Mais ce pontificat a également été marqué, fait observer l’archevêque de Paris, par la fécondité non seulement du pape mais de l’écrivain, avec les trois volumes sur Jésus de Nazareth, qui font le point sur la recherche théologique et biblique tout en offrant une lecture personnelle. Il signale aussi le livre cité plus haut : « Lumière du monde ».
Humilité du futur pape
Le cardinal français a également évoqué les qualités nécessaire à son successeur en répondant aux questions de la presse humilité – il ne s’agit pas de « se prendre pour le Bon Dieu » – « ouverture d’esprit pour accueillir les différentes cultures » à une époque « paradoxale » qui d’un côté semble « tout niveler », et qui exacerbe ne même temps les « particularismes ». Il faut, estime l’archevêque, un « esprit assez ouvert pour se propulser dans ce maquis ». Il ne s’agit pas seulement d’être intelligent, mais aussi « malin ».
En revanche, il souligne que la nationalité n’est pas décisive : certes, c’était important, un Polonais, mais ce qui a été décisif, c’est la personnalité de Karol Wojtyla. De même pour l’âge : Pie XII, assez jeune a eu un pontificat de presque 20 ans, et Jean XXIII, avec un pontificat de 6 ans a renouvelé l’Eglise avec la convocation de Vatican II.

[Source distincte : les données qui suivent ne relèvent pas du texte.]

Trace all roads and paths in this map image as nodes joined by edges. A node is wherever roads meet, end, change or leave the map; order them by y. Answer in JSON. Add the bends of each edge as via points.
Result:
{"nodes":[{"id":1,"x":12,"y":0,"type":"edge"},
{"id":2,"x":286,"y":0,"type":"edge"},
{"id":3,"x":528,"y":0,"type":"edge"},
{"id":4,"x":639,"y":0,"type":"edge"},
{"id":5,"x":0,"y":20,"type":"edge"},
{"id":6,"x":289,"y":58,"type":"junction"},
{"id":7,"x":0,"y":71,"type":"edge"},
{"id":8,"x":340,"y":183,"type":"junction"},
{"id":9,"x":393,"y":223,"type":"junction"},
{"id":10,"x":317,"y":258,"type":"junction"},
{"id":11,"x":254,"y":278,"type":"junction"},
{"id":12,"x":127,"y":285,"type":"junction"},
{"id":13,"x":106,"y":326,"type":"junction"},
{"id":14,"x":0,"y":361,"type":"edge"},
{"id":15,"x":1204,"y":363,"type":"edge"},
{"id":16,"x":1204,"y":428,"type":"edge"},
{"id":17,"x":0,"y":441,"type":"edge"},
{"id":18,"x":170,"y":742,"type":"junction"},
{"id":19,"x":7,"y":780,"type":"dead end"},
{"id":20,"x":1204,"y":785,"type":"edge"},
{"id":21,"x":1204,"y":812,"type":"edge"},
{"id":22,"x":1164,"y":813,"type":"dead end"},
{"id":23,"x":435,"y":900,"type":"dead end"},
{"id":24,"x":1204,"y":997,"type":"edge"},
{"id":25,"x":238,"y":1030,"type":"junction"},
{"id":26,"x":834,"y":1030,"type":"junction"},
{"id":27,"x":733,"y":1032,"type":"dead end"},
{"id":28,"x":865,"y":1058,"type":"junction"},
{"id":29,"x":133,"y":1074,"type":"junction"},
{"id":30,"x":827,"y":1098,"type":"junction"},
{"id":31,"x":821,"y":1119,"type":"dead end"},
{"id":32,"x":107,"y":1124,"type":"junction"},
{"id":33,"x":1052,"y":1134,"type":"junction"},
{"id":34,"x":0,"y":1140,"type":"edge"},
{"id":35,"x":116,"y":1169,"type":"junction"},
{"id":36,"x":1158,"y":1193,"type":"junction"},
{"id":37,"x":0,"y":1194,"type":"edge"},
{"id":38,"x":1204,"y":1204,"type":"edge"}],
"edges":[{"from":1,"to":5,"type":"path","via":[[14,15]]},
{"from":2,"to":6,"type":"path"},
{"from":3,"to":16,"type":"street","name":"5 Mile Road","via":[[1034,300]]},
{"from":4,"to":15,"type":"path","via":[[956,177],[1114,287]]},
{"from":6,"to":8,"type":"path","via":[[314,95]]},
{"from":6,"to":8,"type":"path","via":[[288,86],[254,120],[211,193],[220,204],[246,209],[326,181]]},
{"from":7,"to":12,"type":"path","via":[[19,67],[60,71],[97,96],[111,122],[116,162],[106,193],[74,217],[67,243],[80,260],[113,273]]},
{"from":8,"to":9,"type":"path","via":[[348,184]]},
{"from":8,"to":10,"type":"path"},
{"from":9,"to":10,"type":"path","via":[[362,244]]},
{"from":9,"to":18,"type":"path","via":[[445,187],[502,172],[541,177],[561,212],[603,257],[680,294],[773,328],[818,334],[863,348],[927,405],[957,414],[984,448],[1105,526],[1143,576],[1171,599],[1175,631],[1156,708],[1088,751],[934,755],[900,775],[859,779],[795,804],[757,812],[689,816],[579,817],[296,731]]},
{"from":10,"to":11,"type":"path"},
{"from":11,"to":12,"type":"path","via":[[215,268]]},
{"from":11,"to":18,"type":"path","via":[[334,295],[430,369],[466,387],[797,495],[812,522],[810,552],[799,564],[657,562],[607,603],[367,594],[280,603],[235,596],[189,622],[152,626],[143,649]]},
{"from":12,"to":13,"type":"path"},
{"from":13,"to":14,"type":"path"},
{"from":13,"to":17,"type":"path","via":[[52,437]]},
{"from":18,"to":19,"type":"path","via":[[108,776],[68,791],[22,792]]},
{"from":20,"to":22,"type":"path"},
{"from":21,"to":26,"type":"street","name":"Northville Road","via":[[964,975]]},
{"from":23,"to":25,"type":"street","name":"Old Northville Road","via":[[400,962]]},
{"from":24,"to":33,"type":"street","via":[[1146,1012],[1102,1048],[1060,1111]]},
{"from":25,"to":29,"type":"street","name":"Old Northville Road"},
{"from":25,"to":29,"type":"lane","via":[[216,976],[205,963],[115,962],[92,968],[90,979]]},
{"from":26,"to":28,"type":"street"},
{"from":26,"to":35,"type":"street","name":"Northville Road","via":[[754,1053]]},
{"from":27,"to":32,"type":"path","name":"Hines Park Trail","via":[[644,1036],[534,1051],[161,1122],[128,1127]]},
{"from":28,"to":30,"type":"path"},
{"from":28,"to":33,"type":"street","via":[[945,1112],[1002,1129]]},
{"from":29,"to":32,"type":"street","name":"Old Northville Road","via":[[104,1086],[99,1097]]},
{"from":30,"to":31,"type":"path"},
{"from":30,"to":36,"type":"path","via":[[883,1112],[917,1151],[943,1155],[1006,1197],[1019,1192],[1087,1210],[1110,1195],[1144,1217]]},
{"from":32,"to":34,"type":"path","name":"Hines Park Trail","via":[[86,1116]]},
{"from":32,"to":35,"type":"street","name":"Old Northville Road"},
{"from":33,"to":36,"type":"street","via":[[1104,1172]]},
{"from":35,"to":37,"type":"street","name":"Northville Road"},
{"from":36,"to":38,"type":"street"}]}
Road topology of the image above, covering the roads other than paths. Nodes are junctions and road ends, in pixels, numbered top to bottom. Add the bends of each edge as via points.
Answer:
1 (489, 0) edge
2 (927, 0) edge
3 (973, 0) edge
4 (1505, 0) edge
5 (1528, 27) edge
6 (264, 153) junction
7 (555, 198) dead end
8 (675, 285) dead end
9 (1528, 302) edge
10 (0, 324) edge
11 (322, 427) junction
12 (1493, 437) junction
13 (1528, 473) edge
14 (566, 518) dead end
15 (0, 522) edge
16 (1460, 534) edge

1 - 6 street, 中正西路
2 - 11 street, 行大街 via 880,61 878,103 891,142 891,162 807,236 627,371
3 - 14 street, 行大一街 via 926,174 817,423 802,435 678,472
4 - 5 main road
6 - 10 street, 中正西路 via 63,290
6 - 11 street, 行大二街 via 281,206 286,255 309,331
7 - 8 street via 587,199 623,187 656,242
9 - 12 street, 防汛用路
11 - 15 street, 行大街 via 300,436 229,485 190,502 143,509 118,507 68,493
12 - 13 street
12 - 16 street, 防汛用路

Ce qui sera décisif c’est une « capacité d’écoute, de communication, de fédération, de développer la communion » dans l’Eglise.
Enfin, à propos du parallèle entre le choix de Jean-Paul II et celui de Benoît XVI, le cardinal de Paris a rappelé que Jean-Paul II – il tient cela du cardinal Lustiger – s’est effectivement posé la question de renoncer à sa charge. Puis il a décidé « en conscience devant Dieu » de poursuivre le pontificat, même malade : il rappelle que le pape a alors enseigné davantage par son rapport à la fin de vie, à la mort, à la souffrance, que dans ses écrits sur la douleur : beaucoup ont été, dans le monde entier, témoins de sa fin de vie. Il a redonné l’espérance aux malades et aux personnes handicapées par son « acharnement à ne pas céder ». Comme Benoît XVI, il a pris cette décision « en conscience devant Dieu ».
Quant à une question sur sa propre éventuelle élection, le cardinal Vingt-Trois a affirmé à plusieurs reprises que ce n’était pas « à l’ordre du jour », invoquant une intuition intérieure qui « permet de sentir ».
Qu’est-ce qui va se passer maintenant ? Nous allons, répond le cardinal Vingt-Trois, « rendre grâce », prier pour « l’influence de l’Esprit Saint » sur les électeurs, et « continuer à vivre ».